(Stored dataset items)
——————

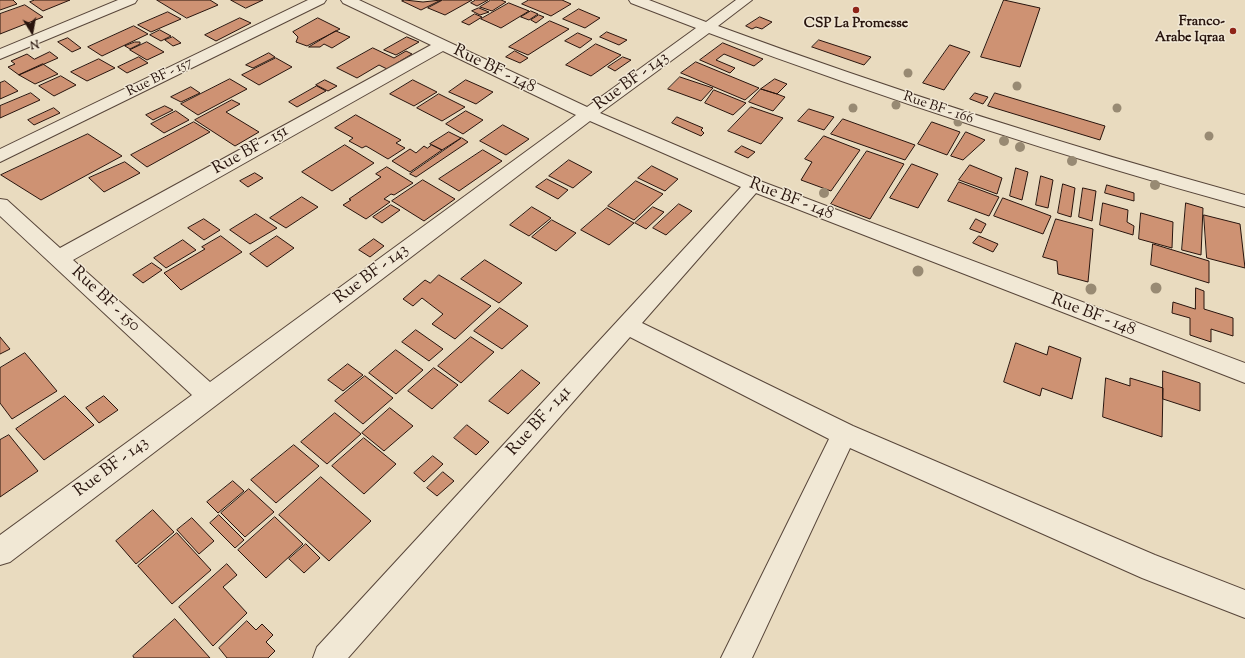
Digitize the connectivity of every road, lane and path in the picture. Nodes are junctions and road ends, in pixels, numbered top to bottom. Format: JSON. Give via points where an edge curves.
{"nodes":[{"id":1,"x":130,"y":0,"type":"edge"},
{"id":2,"x":319,"y":0,"type":"edge"},
{"id":3,"x":348,"y":0,"type":"edge"},
{"id":4,"x":636,"y":0,"type":"edge"},
{"id":5,"x":745,"y":0,"type":"edge"},
{"id":6,"x":707,"y":28,"type":"junction"},
{"id":7,"x":442,"y":45,"type":"junction"},
{"id":8,"x":0,"y":54,"type":"edge"},
{"id":9,"x":588,"y":114,"type":"junction"},
{"id":10,"x":0,"y":156,"type":"edge"},
{"id":11,"x":753,"y":185,"type":"junction"},
{"id":12,"x":1245,"y":201,"type":"edge"},
{"id":13,"x":0,"y":205,"type":"edge"},
{"id":14,"x":59,"y":258,"type":"junction"},
{"id":15,"x":627,"y":326,"type":"junction"},
{"id":16,"x":1245,"y":373,"type":"edge"},
{"id":17,"x":209,"y":396,"type":"junction"},
{"id":18,"x":844,"y":434,"type":"junction"},
{"id":19,"x":0,"y":552,"type":"edge"},
{"id":20,"x":1245,"y":604,"type":"edge"},
{"id":21,"x":328,"y":658,"type":"edge"},
{"id":22,"x":736,"y":658,"type":"edge"}],
"edges":[{"from":1,"to":8,"type":"street"},
{"from":2,"to":10,"type":"street","name":"Rue BF - 157"},
{"from":3,"to":7,"type":"street","name":"Rue BF - 148"},
{"from":4,"to":6,"type":"street","name":"Rue BF - 166"},
{"from":5,"to":6,"type":"street","name":"Rue BF - 143"},
{"from":6,"to":9,"type":"street","name":"Rue BF - 143"},
{"from":6,"to":12,"type":"street","name":"Rue BF - 166","via":[[984,124]]},
{"from":7,"to":9,"type":"street","name":"Rue BF - 148"},
{"from":7,"to":14,"type":"street","name":"Rue BF - 151"},
{"from":9,"to":11,"type":"street","name":"Rue BF - 148"},
{"from":9,"to":17,"type":"street","name":"Rue BF - 143"},
{"from":11,"to":15,"type":"street","name":"Rue BF - 141"},
{"from":11,"to":16,"type":"street","name":"Rue BF - 148"},
{"from":13,"to":14,"type":"street","name":"Rue BF - 150"},
{"from":14,"to":17,"type":"street","name":"Rue BF - 150"},
{"from":15,"to":18,"type":"street"},
{"from":15,"to":21,"type":"street","name":"Rue BF - 141"},
{"from":17,"to":19,"type":"street","name":"Rue BF - 143"},
{"from":18,"to":20,"type":"street","via":[[1152,568]]},
{"from":18,"to":22,"type":"street"}]}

——————

▶ Work to complete
Give every record back exactly as it reads, with no images.

▶ Solution to this exercise
Digitize the connectivity of every road, lane and path in the picture. Nodes are junctions and road ends, in pixels, numbered top to bottom. Format: JSON. Give via points where an edge curves.
{"nodes":[{"id":1,"x":130,"y":0,"type":"edge"},
{"id":2,"x":319,"y":0,"type":"edge"},
{"id":3,"x":348,"y":0,"type":"edge"},
{"id":4,"x":636,"y":0,"type":"edge"},
{"id":5,"x":745,"y":0,"type":"edge"},
{"id":6,"x":707,"y":28,"type":"junction"},
{"id":7,"x":442,"y":45,"type":"junction"},
{"id":8,"x":0,"y":54,"type":"edge"},
{"id":9,"x":588,"y":114,"type":"junction"},
{"id":10,"x":0,"y":156,"type":"edge"},
{"id":11,"x":753,"y":185,"type":"junction"},
{"id":12,"x":1245,"y":201,"type":"edge"},
{"id":13,"x":0,"y":205,"type":"edge"},
{"id":14,"x":59,"y":258,"type":"junction"},
{"id":15,"x":627,"y":326,"type":"junction"},
{"id":16,"x":1245,"y":373,"type":"edge"},
{"id":17,"x":209,"y":396,"type":"junction"},
{"id":18,"x":844,"y":434,"type":"junction"},
{"id":19,"x":0,"y":552,"type":"edge"},
{"id":20,"x":1245,"y":604,"type":"edge"},
{"id":21,"x":328,"y":658,"type":"edge"},
{"id":22,"x":736,"y":658,"type":"edge"}],
"edges":[{"from":1,"to":8,"type":"street"},
{"from":2,"to":10,"type":"street","name":"Rue BF - 157"},
{"from":3,"to":7,"type":"street","name":"Rue BF - 148"},
{"from":4,"to":6,"type":"street","name":"Rue BF - 166"},
{"from":5,"to":6,"type":"street","name":"Rue BF - 143"},
{"from":6,"to":9,"type":"street","name":"Rue BF - 143"},
{"from":6,"to":12,"type":"street","name":"Rue BF - 166","via":[[984,124]]},
{"from":7,"to":9,"type":"street","name":"Rue BF - 148"},
{"from":7,"to":14,"type":"street","name":"Rue BF - 151"},
{"from":9,"to":11,"type":"street","name":"Rue BF - 148"},
{"from":9,"to":17,"type":"street","name":"Rue BF - 143"},
{"from":11,"to":15,"type":"street","name":"Rue BF - 141"},
{"from":11,"to":16,"type":"street","name":"Rue BF - 148"},
{"from":13,"to":14,"type":"street","name":"Rue BF - 150"},
{"from":14,"to":17,"type":"street","name":"Rue BF - 150"},
{"from":15,"to":18,"type":"street"},
{"from":15,"to":21,"type":"street","name":"Rue BF - 141"},
{"from":17,"to":19,"type":"street","name":"Rue BF - 143"},
{"from":18,"to":20,"type":"street","via":[[1152,568]]},
{"from":18,"to":22,"type":"street"}]}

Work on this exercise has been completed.